Was sind typische Erstmanifestationen bzw. klinisch isolierte Syndrome?

Es gibt typische Beschwerden zu Beginn, ganz wesentlich lassen sich drei Formen unterscheiden:

  • Sehnerventzündungen (oder Optikusneuritis bzw. Retrobulbärneuritis) Typisch sind hier Augenbewegungsschmerz, Farbsehstörung, Schleiersehen, evtl. auch blinde Flecken. Dabei lassen sich am Auge oft keine Auffälligkeiten nachweisen, allenfalls beim Eintritt des Sehnerven in den Augapfel („Der Patient sieht nichts und der Arzt auch nicht.“). Sichern lässt sich eine Störung des Sehnervs, z.B. durch eine Messung der Leitungszeit mittels „visuell evozierter Potentiale (VEP)“.
  • Rückenmarksentzündung (oder Myelitis) Typisch sind hier Missempfindungen, Ermüdbarkeit beim Gehen, Taubheitsgefühl ab dem Brustkorb oder Bauch abwärts, sowie Probleme beim Wasserlassen, selten auch beim Stuhlgang. Oft besteht Harndrang und das Gefühl „sich beeilen zu müssen“. Manchmal findet sich lediglich das sogenannte „Lhermitte Zeichen“: Patienten berichten hierbei, dass es bei Kopfdrehungen oder Vorneigen zu elektrisierenden Missempfindungen in Armen und Beinen, evtl. auch entlang der Wirbelsäule kommt.
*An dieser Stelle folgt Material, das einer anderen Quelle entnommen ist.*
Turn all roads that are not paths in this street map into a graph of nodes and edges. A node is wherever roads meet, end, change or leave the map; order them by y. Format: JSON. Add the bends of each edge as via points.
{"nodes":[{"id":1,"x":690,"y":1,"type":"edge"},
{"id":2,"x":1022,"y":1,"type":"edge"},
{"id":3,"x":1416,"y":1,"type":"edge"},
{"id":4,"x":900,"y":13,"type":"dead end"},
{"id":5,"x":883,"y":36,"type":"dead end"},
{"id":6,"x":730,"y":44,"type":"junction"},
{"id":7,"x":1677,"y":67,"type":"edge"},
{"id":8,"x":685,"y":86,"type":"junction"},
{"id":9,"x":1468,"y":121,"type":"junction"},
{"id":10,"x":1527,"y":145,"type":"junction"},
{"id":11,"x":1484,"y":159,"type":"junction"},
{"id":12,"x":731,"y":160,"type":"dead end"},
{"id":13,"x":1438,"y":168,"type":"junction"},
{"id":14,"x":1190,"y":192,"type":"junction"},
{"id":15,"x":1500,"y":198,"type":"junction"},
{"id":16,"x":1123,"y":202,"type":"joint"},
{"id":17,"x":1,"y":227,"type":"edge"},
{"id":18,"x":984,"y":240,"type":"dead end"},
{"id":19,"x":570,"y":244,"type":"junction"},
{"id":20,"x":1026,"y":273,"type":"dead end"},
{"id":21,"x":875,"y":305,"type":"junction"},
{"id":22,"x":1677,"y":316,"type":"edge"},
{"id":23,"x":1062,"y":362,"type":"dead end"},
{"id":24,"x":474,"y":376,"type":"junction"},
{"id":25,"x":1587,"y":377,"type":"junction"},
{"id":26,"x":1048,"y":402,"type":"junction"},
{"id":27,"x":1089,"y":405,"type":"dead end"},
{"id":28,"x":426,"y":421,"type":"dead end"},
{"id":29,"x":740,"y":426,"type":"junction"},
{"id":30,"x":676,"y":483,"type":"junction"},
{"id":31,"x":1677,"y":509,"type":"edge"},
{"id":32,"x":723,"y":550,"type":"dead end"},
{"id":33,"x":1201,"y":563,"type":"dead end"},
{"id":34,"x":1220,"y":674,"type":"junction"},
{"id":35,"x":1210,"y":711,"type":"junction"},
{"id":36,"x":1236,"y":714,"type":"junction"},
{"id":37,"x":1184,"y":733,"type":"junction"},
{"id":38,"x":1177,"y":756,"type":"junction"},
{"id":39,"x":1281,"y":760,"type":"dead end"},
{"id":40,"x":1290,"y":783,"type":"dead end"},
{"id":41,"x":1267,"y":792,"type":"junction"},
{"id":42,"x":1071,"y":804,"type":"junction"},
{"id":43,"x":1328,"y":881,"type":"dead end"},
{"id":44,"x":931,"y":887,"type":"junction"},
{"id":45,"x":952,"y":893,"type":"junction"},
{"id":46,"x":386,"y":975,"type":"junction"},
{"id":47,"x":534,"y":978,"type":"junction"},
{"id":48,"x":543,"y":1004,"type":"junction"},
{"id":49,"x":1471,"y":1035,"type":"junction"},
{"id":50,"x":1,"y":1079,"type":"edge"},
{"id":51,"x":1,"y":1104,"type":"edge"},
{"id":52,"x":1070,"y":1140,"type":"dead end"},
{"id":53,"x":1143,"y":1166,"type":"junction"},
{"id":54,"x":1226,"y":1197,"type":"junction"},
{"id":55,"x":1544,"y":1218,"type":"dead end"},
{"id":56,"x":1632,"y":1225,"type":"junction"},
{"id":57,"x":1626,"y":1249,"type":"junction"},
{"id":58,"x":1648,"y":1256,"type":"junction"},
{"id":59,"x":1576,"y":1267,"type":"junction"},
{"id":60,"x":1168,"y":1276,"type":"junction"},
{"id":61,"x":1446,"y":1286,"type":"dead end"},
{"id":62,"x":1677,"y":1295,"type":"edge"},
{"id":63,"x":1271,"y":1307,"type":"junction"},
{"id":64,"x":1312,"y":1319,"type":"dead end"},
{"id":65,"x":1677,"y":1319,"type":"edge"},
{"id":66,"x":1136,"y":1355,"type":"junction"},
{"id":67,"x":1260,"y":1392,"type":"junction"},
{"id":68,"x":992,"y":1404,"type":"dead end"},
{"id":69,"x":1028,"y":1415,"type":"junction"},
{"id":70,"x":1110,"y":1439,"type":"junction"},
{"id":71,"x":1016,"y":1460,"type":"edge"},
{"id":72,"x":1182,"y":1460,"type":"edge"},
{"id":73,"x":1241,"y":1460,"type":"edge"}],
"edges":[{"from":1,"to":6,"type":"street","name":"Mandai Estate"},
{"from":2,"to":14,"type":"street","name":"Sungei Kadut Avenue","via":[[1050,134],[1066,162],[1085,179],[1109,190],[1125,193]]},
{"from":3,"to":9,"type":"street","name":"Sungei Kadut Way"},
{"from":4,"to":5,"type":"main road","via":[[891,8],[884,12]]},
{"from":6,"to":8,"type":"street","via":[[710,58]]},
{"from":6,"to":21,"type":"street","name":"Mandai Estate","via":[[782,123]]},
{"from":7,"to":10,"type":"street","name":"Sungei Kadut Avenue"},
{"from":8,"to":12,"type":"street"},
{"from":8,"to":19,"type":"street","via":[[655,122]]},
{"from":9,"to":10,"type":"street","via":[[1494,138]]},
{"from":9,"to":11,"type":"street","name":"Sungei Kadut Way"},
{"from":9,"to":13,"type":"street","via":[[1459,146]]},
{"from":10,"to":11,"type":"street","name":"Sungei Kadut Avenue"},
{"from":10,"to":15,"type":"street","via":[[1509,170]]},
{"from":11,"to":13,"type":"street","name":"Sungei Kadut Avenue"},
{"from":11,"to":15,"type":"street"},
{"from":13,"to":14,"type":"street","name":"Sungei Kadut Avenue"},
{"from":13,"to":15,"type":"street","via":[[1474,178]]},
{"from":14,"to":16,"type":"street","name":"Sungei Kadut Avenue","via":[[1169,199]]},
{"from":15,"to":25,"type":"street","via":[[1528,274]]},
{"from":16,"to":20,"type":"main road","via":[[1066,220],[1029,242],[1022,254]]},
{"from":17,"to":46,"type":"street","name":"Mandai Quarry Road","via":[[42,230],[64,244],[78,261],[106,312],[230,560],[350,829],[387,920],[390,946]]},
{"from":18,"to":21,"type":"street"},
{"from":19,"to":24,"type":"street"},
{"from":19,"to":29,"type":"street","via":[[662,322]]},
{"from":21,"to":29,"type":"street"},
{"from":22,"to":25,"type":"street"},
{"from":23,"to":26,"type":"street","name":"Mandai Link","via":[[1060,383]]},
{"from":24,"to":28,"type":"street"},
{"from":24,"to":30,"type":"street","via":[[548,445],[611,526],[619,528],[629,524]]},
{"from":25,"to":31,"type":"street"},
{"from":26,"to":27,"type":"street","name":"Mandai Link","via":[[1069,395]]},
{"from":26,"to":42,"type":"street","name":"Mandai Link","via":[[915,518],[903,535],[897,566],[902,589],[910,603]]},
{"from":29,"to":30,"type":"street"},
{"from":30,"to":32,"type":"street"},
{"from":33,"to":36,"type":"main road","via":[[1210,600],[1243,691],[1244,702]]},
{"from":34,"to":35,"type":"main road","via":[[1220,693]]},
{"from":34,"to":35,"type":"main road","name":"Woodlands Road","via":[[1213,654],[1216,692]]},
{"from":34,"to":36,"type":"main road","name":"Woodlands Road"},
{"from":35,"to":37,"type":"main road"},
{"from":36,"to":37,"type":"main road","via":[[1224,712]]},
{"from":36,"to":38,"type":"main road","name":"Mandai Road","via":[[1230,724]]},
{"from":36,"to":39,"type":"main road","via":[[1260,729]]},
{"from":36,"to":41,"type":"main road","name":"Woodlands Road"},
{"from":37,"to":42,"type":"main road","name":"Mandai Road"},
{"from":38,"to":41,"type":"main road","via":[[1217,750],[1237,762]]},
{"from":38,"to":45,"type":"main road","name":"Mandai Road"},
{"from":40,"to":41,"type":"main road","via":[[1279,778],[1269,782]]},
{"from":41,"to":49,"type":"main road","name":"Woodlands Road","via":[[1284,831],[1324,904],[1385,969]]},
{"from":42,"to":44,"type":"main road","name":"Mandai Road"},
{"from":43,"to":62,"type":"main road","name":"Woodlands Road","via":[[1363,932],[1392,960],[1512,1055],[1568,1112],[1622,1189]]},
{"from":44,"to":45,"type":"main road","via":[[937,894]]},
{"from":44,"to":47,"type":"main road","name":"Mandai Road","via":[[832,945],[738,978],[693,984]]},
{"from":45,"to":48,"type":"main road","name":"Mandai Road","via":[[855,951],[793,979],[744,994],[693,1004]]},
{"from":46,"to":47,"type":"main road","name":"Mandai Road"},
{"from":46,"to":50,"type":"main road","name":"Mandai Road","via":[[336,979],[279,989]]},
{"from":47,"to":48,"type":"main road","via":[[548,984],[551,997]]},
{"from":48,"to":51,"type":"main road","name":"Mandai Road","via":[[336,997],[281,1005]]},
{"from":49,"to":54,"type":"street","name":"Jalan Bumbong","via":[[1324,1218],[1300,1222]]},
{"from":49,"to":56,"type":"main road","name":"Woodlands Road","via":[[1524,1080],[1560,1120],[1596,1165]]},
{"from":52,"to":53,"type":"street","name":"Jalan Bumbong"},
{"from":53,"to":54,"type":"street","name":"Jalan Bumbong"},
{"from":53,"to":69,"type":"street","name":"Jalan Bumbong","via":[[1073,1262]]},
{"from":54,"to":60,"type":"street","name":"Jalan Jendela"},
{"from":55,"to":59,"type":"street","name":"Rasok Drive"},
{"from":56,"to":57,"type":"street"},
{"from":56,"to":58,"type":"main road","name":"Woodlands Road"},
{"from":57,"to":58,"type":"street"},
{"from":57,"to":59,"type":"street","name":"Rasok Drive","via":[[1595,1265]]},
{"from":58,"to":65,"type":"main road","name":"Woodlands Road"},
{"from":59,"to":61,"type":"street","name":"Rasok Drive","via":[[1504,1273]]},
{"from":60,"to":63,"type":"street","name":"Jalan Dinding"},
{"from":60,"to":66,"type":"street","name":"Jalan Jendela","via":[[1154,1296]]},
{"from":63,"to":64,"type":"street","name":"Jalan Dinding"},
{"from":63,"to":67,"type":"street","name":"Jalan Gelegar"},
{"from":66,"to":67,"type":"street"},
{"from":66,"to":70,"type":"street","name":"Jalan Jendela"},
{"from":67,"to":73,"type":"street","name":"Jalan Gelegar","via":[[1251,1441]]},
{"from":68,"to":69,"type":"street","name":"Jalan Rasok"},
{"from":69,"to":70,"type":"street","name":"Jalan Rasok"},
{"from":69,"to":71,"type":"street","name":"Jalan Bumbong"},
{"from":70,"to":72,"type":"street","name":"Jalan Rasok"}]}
Diese Beschwerden sind im jungen Lebensalter nahezu beweisend für eine Rückenmarksentzündung im Halsbereich.
  • Hirnstammsyndrom Der Hirnstamm liegt zwischen Gehirn und Rückenmark. Entzündungsherde an dieser Stelle können u.a. Schwindel, Doppelbilder, Taubheit im Gesicht und Sprechstörungen machen.

Klinisch isoliertes Syndrom (CIS)

Treten diese Beschwerden im Alter von 15- 50 Jahren erstmalig auf, so werden sie als klinisch isoliertes Syndrom (CIS; englisch) umschrieben und sind hoch verdächtig für einen entzündlichen Prozess im Nervensystem. CIS meint dabei aber nicht eine Frühform der MS, da über weitere Befunde keine Aussage gemacht wird. Gemeint sind lediglich MS-verdächtige Beschwerden.